La valeur économique attendue repose sur le parc « Híjar-2 Clavería 1 » (Teruel / Aragon) : 85 824 modules monocristallins, 12 centres de transformation, suiveurs à axe horizontal, et une production nette annuelle projetée de 105 053 MWh, selon le dossier d’autorisation publié au BOA (publication BOA – Híjar 2). L’évacuation s’appuie sur une ligne 132 kV partagée avec un voisin (« Híjar-3 »), avec reconnaissance d’utilité publique en 2024 pour l’infrastructure (synthèse BOA – ligne 132 kV).
Côté gouvernance capitalistique, les données mercantiles espagnoles font état d’un actionnaire unique britannique, Ce Europe UK Holdings Ltd, et d’un capital social très modeste, profil classique de coque adossée à une holding étrangère (fiche Empresia). Les opérations à neuf chiffres que d’autres acteurs mènent sur le photovoltaïque espagnol — par exemple le portefeuille Recurrent Energy (communiqué Canadian Solar) ou l’acquisition CEE Group d’un parc murcien 102,5 MWp (communiqué CEE Group) — donnent la température du marché ; aucune pièce publique consultée ici ne rattache ces deals à Alpha 3 Solar, et il serait faux d’y greffer leurs chiffres.
2. Impact réel
Une fois en production, ~105 GWh/an injectés sur le réseau espagnol participerait au décarbonage du mix — dans un pays qui vise une production d’électricité à 81 % renouvelable d’ici 2030 (dépêche relayée par Connaissance des énergies) après avoir dépassé 50 % d’électricité renouvelable en 2023 (chronique Connaissance des énergies).

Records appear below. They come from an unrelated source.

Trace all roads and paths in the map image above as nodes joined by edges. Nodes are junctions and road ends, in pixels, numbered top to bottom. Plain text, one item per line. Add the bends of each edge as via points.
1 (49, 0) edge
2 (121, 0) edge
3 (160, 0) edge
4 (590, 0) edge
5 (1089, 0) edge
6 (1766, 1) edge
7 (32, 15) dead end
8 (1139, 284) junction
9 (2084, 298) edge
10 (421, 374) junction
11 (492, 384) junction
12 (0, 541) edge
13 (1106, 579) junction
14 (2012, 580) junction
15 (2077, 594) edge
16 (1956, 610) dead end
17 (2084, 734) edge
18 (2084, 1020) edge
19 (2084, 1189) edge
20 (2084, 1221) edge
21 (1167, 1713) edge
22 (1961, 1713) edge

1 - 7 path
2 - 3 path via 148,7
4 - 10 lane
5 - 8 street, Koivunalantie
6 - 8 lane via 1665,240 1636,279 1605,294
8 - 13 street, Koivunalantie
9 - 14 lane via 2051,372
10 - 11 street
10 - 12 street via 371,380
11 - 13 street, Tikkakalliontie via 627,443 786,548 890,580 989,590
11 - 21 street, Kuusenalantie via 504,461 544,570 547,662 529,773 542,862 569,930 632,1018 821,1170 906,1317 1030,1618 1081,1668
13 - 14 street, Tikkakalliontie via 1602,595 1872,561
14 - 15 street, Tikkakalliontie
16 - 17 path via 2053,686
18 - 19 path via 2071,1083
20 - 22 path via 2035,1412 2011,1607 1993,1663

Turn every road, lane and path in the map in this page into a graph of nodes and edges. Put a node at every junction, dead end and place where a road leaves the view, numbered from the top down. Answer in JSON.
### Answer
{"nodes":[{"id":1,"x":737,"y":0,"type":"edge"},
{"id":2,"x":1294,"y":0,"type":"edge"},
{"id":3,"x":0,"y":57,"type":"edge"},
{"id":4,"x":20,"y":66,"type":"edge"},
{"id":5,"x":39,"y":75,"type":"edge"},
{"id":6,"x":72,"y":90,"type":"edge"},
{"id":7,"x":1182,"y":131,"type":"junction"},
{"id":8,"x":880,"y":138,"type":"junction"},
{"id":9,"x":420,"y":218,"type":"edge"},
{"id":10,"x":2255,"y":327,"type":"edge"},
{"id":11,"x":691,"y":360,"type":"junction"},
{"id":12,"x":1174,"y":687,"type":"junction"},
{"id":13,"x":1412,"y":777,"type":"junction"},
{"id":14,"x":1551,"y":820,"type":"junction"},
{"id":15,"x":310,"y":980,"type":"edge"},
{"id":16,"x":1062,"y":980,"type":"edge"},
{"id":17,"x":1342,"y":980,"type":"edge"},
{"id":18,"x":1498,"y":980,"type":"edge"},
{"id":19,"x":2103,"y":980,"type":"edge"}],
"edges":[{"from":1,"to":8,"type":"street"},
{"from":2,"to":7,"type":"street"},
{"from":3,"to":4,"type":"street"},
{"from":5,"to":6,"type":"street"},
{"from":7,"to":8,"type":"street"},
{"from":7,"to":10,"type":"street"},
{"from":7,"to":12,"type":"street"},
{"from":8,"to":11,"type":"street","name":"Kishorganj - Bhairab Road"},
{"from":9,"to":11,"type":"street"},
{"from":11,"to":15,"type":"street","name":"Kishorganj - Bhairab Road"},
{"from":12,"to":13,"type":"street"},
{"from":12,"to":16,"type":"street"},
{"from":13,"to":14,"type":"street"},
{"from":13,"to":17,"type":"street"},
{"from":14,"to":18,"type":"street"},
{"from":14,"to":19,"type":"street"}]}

Sur le terrain, le dossier autorisationnel quantifie l’emprise : 97,4 ha d’enceinte pour 23,5 ha de capteurs — un ancrage factuel sur l’occupation des sols sans extrapoler à un bilan carbone consolidé : aucun rapport RSE ou périmètre CSRD publié au nom d’Alpha 3 Solar n’a été repéré dans les sources disponibles ; l’impact climatique se lit donc surtout via la physique du projet (publication BOA – Híjar 2). Aucune fiche ADEME ou PPE3 ne mentionne cette SL ; le contexte français PPE/objectifs EU sert seulement de miroir stratégique pour le lecteur, pas de label.
3. Innovations / partenariats
L’« innovation » est ici ingénierie de centrale : le BOA détaille 21,21 % de rendement module, suiveurs motorisés et schéma de transformation (publication BOA – Híjar 2). Les PPA récents mis en avant dans la presse sectorielle ou les agences de promotion — GKN Automotive, puis des accords type Qualcomm via Recurrent Energy (article Invest in Spain) — illustrent la montée en puissance des corporate PPA ; rien dans ces documents ne désigne Alpha 3 Solar comme partie contractuelle.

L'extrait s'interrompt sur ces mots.